И хотя ныне дом опустел, тень Евы, невидимая, но внятная любящему сердцу, скользила по тем уголкам, где некогда обреталось ее тело.

В комнатах все осталось точно таким же, каким было при Еве. Сначала Жак Мере поднялся в детскую: там до сих пор стояла кроватка, в которой Ева провела те три года (с семи до десяти лет), что пришлись на вегетативную пору ее существования, пору борьбы куколки: любви, красоты и ума — с коконом: уродством и небытием.

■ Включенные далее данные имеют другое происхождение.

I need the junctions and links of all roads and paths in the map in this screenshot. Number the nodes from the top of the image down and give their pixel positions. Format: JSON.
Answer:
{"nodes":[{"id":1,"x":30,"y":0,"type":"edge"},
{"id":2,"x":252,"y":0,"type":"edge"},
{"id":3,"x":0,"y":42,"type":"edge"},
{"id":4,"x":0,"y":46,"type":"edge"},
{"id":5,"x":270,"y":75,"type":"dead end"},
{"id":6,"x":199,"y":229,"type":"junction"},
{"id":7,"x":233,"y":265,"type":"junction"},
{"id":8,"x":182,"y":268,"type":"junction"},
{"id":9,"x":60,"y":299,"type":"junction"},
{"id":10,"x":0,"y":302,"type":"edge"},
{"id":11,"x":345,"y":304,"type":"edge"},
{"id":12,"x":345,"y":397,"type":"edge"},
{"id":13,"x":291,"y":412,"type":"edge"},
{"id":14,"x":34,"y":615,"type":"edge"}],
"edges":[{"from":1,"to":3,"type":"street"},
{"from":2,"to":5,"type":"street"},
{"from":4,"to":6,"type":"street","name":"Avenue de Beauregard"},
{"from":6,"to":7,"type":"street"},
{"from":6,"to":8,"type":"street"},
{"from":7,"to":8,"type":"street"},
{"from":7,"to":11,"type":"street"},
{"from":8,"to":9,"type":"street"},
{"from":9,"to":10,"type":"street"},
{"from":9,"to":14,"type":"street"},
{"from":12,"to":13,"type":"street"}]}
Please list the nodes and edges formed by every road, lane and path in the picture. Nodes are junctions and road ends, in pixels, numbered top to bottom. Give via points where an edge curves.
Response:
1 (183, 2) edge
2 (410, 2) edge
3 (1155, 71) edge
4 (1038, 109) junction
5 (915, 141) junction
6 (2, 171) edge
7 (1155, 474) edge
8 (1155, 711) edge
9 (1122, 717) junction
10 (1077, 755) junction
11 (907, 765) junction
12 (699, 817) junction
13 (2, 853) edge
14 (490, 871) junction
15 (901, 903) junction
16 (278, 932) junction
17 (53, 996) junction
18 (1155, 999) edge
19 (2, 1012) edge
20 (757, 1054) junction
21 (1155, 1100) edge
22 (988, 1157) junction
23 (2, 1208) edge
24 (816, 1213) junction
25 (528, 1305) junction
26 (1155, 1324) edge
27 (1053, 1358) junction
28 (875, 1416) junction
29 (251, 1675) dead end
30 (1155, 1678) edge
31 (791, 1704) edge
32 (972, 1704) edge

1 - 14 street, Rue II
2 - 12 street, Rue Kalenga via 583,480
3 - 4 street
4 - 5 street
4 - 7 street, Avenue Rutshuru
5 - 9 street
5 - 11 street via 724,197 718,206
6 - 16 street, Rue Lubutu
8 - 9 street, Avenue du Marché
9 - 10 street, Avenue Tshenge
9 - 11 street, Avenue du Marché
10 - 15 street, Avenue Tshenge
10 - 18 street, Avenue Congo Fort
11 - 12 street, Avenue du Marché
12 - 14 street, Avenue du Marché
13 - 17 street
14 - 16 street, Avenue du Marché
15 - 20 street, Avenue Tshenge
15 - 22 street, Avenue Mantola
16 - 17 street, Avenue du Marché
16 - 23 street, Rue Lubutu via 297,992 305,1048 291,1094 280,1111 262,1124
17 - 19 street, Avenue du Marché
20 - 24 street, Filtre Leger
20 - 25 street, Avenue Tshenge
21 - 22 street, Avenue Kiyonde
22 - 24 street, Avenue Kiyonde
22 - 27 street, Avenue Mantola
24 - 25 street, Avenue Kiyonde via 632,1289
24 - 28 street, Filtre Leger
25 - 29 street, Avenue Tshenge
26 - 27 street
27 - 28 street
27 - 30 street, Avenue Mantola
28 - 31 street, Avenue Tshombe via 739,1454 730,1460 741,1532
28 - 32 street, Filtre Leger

Затем Жак вошел в комнату, где протекло отрочество Евы, комнату, где перед волшебным зеркалом она распускала и укладывала свои длинные волосы и выгибала стройное, как тростник, тело, напоминавшее об изящных красавицах Жана Гужона: их руки держат корзины с фруктами, а божественные формы едва угадываются под складками материи.

Из спальни Евы Жак направился в кабинет, где, открытый, но немой, стоял орган — свидетель того памятного дня, когда, пронзенная электрической искрой, вселившей в нее животворный флюид, Ева сама подошла к инструменту и, к изумлению доктора, нетвердо, но похоже сыграла услышанную накануне мелодию. В кабинете стояли книги, по которым Ева училась читать; стоило доктору подойти поближе к шкафу, как оттуда спрыгнул на окно так и не ставший ручным кот, намереваясь, по своему обыкновению, удрать.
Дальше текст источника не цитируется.